Set out below is a recommended process for general resurfacing maintenance of the red lines on the dirt jump pad, and can be performed on landings and transitions. For lips, a more precise approach may be required, using shovel compaction rather than plate compaction. This process is useful after rain/drying events that have caused the trail surface to become unstable ("fluffy") . During hot months, this can require overnight soaking.
Liberally soak in the surface. This should be done gradually, so as to avoid any water runnels. During hotter months, this should be performed in the final hours of daylight (otherwise water will evaporate rather than penetrating)
Allow time for the water to soak in (ideally overnight, with the following steps performed the following morning).
Once the surface is dry enough as to no longer be sticky, proceed with plate compaction all over. For some features, slings may be required to compact upper regions of landers. The compaction should not create any dust, and should leave a consistent hard-packed surface. If there is too much surface moisture, red dust can be swept from transitions and used as a lubricant. If there is insufficient deep moisture, stop and return to step 1.
There may be a need to slap/pack small regions manually to repair damage.
Once compaction is complete, wet down the lander, and throw dry red sediment across surface, aiming to achieve a thin layer all over. A good technique is to throw with a shovel almost parallel to the surface.
Use a broom to gently sweep the dry sediment into the surface. The goal is to achieve a smooth "brushed" look.
Gather excess materials at the base of the surface, or otherwise in a convenient location.

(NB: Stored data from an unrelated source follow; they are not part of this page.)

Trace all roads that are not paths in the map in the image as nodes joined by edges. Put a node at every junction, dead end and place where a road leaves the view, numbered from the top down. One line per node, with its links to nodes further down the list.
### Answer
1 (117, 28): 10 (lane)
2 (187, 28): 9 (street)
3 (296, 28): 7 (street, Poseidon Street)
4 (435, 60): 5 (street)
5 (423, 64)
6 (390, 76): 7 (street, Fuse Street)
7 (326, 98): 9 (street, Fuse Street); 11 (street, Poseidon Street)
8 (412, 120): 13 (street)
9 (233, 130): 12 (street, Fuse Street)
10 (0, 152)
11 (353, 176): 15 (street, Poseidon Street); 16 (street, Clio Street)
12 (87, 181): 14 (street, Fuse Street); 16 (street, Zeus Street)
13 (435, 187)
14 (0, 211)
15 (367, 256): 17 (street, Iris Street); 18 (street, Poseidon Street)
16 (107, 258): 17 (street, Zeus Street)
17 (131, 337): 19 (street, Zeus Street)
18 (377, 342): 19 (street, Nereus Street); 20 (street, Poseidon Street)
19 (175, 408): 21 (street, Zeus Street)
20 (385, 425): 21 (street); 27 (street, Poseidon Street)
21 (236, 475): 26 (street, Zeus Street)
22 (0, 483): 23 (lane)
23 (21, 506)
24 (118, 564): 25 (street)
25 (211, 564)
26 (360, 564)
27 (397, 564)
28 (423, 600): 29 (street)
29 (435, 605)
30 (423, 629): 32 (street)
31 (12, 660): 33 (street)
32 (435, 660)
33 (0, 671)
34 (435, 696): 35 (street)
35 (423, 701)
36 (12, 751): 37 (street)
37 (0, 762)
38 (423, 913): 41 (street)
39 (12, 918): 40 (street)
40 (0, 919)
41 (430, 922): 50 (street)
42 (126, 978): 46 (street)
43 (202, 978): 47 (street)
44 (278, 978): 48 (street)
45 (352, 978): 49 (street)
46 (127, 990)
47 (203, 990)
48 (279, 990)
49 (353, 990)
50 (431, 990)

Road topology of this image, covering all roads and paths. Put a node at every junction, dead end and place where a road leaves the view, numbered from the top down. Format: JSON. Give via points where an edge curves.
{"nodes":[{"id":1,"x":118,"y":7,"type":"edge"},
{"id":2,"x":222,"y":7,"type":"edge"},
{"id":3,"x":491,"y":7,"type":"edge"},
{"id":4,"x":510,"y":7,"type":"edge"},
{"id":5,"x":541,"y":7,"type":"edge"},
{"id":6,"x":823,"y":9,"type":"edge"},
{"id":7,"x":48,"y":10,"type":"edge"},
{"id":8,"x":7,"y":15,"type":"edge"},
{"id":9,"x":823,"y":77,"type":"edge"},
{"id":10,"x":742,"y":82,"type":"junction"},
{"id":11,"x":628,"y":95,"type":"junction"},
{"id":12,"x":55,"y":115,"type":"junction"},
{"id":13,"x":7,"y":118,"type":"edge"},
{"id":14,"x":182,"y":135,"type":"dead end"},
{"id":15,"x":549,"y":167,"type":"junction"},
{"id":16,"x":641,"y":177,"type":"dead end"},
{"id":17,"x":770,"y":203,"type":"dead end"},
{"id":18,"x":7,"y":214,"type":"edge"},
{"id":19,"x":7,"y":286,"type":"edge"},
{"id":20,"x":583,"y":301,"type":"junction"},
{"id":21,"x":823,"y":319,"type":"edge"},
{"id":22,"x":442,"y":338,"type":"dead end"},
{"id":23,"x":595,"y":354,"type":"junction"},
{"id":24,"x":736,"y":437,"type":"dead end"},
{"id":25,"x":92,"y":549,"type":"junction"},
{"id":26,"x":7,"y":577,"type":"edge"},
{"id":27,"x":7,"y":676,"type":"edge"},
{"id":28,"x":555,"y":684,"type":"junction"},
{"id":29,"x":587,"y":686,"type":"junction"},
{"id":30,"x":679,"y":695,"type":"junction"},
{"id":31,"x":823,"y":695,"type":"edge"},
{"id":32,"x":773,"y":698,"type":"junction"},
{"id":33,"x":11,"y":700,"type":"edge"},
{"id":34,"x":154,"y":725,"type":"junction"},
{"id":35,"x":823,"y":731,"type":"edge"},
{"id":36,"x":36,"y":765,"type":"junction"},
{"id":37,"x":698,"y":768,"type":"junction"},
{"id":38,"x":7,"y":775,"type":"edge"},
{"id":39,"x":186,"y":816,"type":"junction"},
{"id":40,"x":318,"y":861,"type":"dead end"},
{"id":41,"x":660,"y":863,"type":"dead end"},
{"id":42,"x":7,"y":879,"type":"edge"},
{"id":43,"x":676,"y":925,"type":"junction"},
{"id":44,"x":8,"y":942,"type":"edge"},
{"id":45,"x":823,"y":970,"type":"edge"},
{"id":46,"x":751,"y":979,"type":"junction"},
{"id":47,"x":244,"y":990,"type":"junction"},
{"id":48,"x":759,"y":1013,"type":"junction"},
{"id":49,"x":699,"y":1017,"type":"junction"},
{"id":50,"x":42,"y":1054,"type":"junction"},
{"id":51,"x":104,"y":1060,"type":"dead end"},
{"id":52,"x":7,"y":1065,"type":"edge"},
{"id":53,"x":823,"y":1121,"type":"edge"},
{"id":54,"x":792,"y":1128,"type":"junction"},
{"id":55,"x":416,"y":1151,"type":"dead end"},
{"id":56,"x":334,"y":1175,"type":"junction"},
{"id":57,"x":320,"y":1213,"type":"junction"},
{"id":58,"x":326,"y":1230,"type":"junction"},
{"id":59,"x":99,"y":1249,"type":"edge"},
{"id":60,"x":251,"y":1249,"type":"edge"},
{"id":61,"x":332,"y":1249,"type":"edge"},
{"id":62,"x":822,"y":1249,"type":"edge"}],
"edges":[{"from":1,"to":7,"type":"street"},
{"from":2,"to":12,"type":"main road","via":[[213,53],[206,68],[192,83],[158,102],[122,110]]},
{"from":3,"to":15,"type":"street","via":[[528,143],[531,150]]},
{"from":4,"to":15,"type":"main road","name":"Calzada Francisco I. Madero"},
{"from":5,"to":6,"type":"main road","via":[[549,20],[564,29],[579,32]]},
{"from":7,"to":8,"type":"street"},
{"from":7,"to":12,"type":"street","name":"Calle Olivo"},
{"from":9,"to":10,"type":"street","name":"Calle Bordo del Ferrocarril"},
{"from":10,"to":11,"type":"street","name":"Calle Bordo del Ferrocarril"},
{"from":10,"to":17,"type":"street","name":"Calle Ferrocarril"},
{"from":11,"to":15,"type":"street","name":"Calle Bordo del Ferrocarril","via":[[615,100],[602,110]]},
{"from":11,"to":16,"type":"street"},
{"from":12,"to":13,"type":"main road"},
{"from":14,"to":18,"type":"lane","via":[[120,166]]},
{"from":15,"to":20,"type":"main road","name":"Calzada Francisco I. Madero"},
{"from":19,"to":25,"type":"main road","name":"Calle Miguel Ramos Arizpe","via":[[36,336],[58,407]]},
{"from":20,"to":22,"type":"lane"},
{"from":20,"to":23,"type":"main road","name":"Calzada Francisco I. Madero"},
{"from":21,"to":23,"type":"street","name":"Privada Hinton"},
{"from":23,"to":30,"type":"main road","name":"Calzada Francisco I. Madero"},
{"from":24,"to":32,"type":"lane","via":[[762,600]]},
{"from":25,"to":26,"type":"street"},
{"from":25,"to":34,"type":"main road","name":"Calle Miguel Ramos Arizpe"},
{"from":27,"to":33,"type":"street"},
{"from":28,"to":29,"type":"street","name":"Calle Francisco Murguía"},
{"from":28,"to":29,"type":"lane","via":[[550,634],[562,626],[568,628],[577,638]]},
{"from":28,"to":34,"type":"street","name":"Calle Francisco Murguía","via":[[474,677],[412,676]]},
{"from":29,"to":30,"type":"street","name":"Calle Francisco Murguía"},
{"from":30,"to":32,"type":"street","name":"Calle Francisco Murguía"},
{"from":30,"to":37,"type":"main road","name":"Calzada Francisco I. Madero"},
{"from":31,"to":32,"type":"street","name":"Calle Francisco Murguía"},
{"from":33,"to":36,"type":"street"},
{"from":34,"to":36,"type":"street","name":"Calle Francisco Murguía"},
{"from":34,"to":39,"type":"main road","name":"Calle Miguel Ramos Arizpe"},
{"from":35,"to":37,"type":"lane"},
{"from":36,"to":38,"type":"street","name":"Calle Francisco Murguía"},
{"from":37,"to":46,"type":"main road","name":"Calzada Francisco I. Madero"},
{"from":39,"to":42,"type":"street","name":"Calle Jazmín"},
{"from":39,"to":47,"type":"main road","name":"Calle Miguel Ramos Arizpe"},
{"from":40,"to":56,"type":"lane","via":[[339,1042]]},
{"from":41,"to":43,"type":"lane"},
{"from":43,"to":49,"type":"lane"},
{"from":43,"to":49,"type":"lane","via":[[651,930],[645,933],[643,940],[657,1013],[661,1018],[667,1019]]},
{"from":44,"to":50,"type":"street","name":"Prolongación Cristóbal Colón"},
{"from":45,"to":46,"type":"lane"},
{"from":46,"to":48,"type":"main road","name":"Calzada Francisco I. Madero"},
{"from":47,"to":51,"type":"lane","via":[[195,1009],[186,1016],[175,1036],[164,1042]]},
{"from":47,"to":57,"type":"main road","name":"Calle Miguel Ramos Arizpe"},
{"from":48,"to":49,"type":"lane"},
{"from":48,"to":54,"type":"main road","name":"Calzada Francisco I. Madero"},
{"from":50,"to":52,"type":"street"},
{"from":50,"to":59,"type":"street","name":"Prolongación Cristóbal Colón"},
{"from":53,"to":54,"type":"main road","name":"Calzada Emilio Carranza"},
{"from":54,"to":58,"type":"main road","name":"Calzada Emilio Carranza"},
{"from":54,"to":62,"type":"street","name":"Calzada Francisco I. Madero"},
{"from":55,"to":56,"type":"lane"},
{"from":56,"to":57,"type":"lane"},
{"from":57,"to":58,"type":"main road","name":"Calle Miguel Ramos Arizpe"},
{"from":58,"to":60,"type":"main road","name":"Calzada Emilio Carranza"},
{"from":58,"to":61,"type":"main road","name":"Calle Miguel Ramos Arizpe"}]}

Repeat steps 5 to 7 until a desired finish is achieved. Watering should be gentle on these repeat iterations, so as not to dislodge the new layers of sediment.
Remaining excess material may be used for another surface. However, if the material is predominantly small rocks with minimal fine clay, that should be swept into ruts and the like off the riding line, and compacted into place.
The surface should be lightly watered, and ridden in to achieve compaction via tires. Plate compaction can be used if there is sufficient moisture and bonding to achieve a smooth surface.
An example is shown in the videos below.
When doing this work, be sure to pay attention to flat bottoms as well as lips/landers. All riding surfaces should be kept smooth and compacted.